I wondered vaguely if Flint had passed out too because I hoped that he did. He would ridicule me if I had been the only one to pass out and I needed to give me a run for his money.

I heard rustling from my bedside and I had a feeling that my Quidditch team was waiting anxiously at my bedside. Or so I hoped. The murmurings of the nurse floated through my ears and I was suddenly forced with a foul tasting potion. As it burned down my throat, I felt my muscles throbbed and I suddenly wished that I had never provoked Flint any further.

Even though the fact that I Flint and I brawled was relishing in itself, I knew that I was going to have to pay for it for the rest of the year—and especially during Quidditch. I sunk further in my bed. Sadness swept over me and I knew that Flint would make me his personal assignment.

I sighed knowing that there was no way getting by this one.

"Wood," snapped Madam Pomphrey, "Sit up, boy."

I struggled to do as I was told.

Ten minutes later I found myself unmistakably begging Madame Pomphrey to let me go. I found that I still had time to eat dinner, although I had missed the Sorting, I didn't really care about that. I realized my fault in failing to converse with my Quidditch team and a sudden urge to do so came upon me at that moment.

"Wood, you better not move another muscle because you know very well that you aren't well enough to be released and I will die before I do so."

Oh. Point taken.

My brain was working fast. Well, as fast as it would work at a moment like this. It was currently moving slower than snail's brain because I, apparently, had a milor conblusciona… did I just slur? Whoa! I meant... minor concussion . Anyway...

I shook my head violently and the room seemed to teeter a little bit too much.

Whoa. Maybe I shook it a little too violently.

Well, I thought, until then I had to think of a—uh oh. My eyes bulged and I quickly glanced around the room. It happened again and I whimpered slightly. Taking a deep breath, I felt it again and I knew that I wouldn't be able to suppress it. I was at a loss to do because I was immobile and insufferable pain occurred if I moved even in the slightest. I looked at the other end of the ward and noticed that what looked to be a 5th year, maybe, emerging from the nurse's back room.
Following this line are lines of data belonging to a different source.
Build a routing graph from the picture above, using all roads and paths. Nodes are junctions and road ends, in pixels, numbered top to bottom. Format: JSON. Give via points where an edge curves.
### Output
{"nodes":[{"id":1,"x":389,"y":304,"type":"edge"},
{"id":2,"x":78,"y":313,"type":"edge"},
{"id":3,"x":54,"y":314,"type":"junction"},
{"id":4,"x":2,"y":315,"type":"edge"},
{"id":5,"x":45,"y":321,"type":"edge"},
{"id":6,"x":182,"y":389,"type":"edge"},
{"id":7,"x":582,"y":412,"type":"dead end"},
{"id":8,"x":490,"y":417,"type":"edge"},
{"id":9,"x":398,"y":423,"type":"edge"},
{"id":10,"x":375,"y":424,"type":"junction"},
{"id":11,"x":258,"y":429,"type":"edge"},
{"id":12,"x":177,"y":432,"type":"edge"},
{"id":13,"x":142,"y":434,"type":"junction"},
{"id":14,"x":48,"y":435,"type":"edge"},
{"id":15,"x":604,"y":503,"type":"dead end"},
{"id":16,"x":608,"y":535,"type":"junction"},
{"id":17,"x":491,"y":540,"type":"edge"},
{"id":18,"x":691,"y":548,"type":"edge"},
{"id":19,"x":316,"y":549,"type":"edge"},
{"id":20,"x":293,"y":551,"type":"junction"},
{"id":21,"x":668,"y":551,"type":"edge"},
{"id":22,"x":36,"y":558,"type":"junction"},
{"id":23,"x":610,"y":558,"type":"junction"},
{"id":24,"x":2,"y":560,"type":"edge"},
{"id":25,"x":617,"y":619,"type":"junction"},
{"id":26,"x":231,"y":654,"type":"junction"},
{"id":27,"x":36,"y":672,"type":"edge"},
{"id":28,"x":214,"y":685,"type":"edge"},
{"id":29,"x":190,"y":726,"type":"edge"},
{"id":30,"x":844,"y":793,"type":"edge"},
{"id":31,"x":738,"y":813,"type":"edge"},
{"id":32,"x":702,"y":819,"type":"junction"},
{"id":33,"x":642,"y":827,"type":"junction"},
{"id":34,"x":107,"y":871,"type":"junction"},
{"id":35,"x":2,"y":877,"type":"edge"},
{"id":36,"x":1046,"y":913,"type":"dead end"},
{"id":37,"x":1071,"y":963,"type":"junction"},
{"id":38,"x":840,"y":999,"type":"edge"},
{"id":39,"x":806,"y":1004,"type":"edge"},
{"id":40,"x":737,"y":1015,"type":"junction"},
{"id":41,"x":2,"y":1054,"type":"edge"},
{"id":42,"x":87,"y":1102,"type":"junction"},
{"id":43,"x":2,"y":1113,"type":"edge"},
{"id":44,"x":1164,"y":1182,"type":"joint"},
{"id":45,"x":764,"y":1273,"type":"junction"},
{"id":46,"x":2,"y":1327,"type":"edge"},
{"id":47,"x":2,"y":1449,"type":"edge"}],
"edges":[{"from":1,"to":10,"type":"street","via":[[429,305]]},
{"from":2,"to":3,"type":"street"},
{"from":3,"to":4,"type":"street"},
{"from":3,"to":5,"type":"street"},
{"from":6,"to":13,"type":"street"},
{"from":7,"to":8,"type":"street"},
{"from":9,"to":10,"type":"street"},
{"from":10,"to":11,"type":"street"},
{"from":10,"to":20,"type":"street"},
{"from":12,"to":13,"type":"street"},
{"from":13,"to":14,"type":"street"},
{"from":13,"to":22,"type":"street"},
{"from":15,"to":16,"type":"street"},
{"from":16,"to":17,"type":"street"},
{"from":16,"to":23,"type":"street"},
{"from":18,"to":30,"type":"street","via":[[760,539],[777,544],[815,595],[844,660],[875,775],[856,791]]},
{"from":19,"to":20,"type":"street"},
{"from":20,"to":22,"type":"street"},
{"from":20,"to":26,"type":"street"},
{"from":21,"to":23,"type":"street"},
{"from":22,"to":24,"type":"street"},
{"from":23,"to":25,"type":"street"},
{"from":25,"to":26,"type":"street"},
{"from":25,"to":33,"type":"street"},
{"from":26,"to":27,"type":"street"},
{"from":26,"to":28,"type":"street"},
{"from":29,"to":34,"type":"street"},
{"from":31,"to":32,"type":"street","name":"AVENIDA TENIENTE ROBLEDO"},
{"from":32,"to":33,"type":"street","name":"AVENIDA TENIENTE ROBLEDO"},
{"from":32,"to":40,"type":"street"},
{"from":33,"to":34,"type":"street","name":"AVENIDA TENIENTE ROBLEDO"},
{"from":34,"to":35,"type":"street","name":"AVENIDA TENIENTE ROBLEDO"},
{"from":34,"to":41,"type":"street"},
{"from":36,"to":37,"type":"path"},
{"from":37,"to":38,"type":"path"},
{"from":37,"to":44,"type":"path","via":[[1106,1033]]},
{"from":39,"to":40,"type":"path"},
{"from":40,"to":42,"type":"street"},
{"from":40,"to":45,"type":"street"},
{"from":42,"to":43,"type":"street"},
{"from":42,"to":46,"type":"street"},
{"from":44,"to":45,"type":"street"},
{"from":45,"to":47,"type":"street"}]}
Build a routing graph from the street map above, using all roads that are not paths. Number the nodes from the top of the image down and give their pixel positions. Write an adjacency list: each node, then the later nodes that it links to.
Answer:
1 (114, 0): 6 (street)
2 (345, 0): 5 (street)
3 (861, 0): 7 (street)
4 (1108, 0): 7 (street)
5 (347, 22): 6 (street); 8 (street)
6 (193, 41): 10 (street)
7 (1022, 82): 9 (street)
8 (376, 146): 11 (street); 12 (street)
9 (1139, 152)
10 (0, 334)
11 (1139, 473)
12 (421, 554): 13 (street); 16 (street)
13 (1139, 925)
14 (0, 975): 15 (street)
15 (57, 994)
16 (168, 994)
I sighed in relief and called out to the girl: "Hey you!"

The girl looked up startled and whipped her head around to check that I had been talking to her. Well, of course you dufus, we're the only people in the ward, right?

"Me?" she squeaked.

"Can you help me?" I asked hurriedly. Frantically, I felt another one and I knew that I didn't have much time. She nodded nervously. I smiled at her. "Um, can you come over to my bedside and, um, hold up this trash can. I really need to vomit."

I tried to be polite about a truly disgusting matter but it couldn't have been helped. My time was running out.

She looked truly appalled and she pulled a face. Slowly, she made her way further down the aisle and to the side of my bed. Looking as though she'd rather kiss a newt, she grasped the trash can and set it down beside me on the bed. I faltered.

"Um, well, you see, I can't really move—at all," I told her uncomfortably and she understood. She slid her small hands against my broad back and struggle a little bit to move into a more comfortable vomiting position. She then lifted the can to my mouth and I—well, I think you get.

Once my stomach felt better with half the contents gone, I slowly settled myself back and closed my eyes, taking a deep breath. Thankfully, the can cleaned itself out through magic so the girl just set it back down. Politely, she cleaned my mouth with the sheet and smiled.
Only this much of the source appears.